**EXERCISE REQUIREMENTS**
Nothing in the data may be altered, so output all of it exactly.

********

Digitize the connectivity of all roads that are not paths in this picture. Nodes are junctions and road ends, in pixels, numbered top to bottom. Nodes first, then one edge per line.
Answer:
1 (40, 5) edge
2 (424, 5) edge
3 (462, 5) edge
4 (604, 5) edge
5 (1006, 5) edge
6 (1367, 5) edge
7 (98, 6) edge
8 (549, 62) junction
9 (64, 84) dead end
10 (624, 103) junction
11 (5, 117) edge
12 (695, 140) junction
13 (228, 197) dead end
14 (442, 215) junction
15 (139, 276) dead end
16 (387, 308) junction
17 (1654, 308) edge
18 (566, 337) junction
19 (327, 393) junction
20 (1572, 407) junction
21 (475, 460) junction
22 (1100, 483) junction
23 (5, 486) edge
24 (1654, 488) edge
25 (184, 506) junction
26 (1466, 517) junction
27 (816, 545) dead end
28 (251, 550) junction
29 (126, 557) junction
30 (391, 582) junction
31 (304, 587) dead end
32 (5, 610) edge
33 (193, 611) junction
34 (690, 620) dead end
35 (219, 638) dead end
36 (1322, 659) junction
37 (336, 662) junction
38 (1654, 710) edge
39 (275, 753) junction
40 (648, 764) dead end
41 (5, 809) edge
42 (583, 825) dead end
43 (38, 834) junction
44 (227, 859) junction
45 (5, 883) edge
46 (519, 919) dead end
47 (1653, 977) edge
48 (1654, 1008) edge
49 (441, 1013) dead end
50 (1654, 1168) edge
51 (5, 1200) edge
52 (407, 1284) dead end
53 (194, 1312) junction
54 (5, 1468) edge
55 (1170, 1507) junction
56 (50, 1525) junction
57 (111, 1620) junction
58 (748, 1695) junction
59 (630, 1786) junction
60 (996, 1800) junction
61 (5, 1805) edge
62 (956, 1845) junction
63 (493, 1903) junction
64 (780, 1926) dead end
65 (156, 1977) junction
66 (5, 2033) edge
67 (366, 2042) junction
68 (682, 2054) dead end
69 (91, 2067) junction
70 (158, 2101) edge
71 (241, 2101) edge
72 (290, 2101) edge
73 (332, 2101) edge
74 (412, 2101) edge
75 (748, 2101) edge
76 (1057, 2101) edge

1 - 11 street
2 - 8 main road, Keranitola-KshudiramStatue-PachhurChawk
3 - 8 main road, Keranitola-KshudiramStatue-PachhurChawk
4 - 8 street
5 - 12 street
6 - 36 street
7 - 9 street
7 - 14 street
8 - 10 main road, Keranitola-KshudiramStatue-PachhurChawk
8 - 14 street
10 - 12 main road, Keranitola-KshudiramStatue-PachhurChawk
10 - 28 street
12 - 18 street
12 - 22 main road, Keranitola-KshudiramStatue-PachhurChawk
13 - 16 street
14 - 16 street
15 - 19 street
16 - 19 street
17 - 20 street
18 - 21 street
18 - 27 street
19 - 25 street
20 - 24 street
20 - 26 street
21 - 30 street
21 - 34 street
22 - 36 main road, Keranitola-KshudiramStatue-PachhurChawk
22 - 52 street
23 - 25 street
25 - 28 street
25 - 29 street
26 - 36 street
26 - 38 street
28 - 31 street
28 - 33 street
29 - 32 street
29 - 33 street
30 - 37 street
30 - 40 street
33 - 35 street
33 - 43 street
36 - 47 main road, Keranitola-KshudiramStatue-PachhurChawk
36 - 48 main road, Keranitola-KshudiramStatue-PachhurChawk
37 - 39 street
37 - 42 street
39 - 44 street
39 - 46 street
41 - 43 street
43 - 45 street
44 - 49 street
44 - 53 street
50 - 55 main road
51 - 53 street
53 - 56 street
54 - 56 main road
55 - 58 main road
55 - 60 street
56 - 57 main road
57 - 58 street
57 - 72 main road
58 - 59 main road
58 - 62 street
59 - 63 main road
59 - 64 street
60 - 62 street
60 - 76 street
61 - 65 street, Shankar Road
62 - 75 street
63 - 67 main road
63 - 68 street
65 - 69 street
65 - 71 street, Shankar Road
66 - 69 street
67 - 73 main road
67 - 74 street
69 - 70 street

********

**RESPONSE AREA**
Digitize the connectivity of all roads that are not paths in this picture. Nodes are junctions and road ends, in pixels, numbered top to bottom. Nodes first, then one edge per line.
Answer:
1 (40, 5) edge
2 (424, 5) edge
3 (462, 5) edge
4 (604, 5) edge
5 (1006, 5) edge
6 (1367, 5) edge
7 (98, 6) edge
8 (549, 62) junction
9 (64, 84) dead end
10 (624, 103) junction
11 (5, 117) edge
12 (695, 140) junction
13 (228, 197) dead end
14 (442, 215) junction
15 (139, 276) dead end
16 (387, 308) junction
17 (1654, 308) edge
18 (566, 337) junction
19 (327, 393) junction
20 (1572, 407) junction
21 (475, 460) junction
22 (1100, 483) junction
23 (5, 486) edge
24 (1654, 488) edge
25 (184, 506) junction
26 (1466, 517) junction
27 (816, 545) dead end
28 (251, 550) junction
29 (126, 557) junction
30 (391, 582) junction
31 (304, 587) dead end
32 (5, 610) edge
33 (193, 611) junction
34 (690, 620) dead end
35 (219, 638) dead end
36 (1322, 659) junction
37 (336, 662) junction
38 (1654, 710) edge
39 (275, 753) junction
40 (648, 764) dead end
41 (5, 809) edge
42 (583, 825) dead end
43 (38, 834) junction
44 (227, 859) junction
45 (5, 883) edge
46 (519, 919) dead end
47 (1653, 977) edge
48 (1654, 1008) edge
49 (441, 1013) dead end
50 (1654, 1168) edge
51 (5, 1200) edge
52 (407, 1284) dead end
53 (194, 1312) junction
54 (5, 1468) edge
55 (1170, 1507) junction
56 (50, 1525) junction
57 (111, 1620) junction
58 (748, 1695) junction
59 (630, 1786) junction
60 (996, 1800) junction
61 (5, 1805) edge
62 (956, 1845) junction
63 (493, 1903) junction
64 (780, 1926) dead end
65 (156, 1977) junction
66 (5, 2033) edge
67 (366, 2042) junction
68 (682, 2054) dead end
69 (91, 2067) junction
70 (158, 2101) edge
71 (241, 2101) edge
72 (290, 2101) edge
73 (332, 2101) edge
74 (412, 2101) edge
75 (748, 2101) edge
76 (1057, 2101) edge

1 - 11 street
2 - 8 main road, Keranitola-KshudiramStatue-PachhurChawk
3 - 8 main road, Keranitola-KshudiramStatue-PachhurChawk
4 - 8 street
5 - 12 street
6 - 36 street
7 - 9 street
7 - 14 street
8 - 10 main road, Keranitola-KshudiramStatue-PachhurChawk
8 - 14 street
10 - 12 main road, Keranitola-KshudiramStatue-PachhurChawk
10 - 28 street
12 - 18 street
12 - 22 main road, Keranitola-KshudiramStatue-PachhurChawk
13 - 16 street
14 - 16 street
15 - 19 street
16 - 19 street
17 - 20 street
18 - 21 street
18 - 27 street
19 - 25 street
20 - 24 street
20 - 26 street
21 - 30 street
21 - 34 street
22 - 36 main road, Keranitola-KshudiramStatue-PachhurChawk
22 - 52 street
23 - 25 street
25 - 28 street
25 - 29 street
26 - 36 street
26 - 38 street
28 - 31 street
28 - 33 street
29 - 32 street
29 - 33 street
30 - 37 street
30 - 40 street
33 - 35 street
33 - 43 street
36 - 47 main road, Keranitola-KshudiramStatue-PachhurChawk
36 - 48 main road, Keranitola-KshudiramStatue-PachhurChawk
37 - 39 street
37 - 42 street
39 - 44 street
39 - 46 street
41 - 43 street
43 - 45 street
44 - 49 street
44 - 53 street
50 - 55 main road
51 - 53 street
53 - 56 street
54 - 56 main road
55 - 58 main road
55 - 60 street
56 - 57 main road
57 - 58 street
57 - 72 main road
58 - 59 main road
58 - 62 street
59 - 63 main road
59 - 64 street
60 - 62 street
60 - 76 street
61 - 65 street, Shankar Road
62 - 75 street
63 - 67 main road
63 - 68 street
65 - 69 street
65 - 71 street, Shankar Road
66 - 69 street
67 - 73 main road
67 - 74 street
69 - 70 street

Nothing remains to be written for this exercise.